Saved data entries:
+--

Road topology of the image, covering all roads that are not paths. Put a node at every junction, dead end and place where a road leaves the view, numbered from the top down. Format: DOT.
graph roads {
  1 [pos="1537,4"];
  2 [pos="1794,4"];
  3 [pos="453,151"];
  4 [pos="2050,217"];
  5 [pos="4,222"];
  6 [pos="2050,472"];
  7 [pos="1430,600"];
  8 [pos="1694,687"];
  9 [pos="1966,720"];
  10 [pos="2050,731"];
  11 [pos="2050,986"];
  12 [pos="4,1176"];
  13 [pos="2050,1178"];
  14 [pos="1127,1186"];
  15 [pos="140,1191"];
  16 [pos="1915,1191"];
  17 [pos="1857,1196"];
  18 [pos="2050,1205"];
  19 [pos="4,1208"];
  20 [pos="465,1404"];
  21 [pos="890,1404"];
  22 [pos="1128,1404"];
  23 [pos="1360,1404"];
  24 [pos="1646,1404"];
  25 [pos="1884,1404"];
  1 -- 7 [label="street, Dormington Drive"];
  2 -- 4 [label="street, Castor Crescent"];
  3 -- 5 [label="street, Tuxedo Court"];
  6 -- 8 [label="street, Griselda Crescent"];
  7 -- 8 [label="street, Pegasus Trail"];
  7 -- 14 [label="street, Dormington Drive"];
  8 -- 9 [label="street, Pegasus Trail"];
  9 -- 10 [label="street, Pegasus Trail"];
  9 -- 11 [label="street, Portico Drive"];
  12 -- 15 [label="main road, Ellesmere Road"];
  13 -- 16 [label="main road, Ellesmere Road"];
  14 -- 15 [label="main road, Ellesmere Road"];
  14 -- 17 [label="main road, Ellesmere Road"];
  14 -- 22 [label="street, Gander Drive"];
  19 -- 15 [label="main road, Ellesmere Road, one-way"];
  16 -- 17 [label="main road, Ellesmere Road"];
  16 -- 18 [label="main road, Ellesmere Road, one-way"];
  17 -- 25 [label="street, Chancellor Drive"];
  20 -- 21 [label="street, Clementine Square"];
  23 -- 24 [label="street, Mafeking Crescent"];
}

+--

__What is being asked__. The expected result is every line above containing the string "Pegasus".

__Output for this task__.
  7 -- 8 [label="street, Pegasus Trail"];
  8 -- 9 [label="street, Pegasus Trail"];
  9 -- 10 [label="street, Pegasus Trail"];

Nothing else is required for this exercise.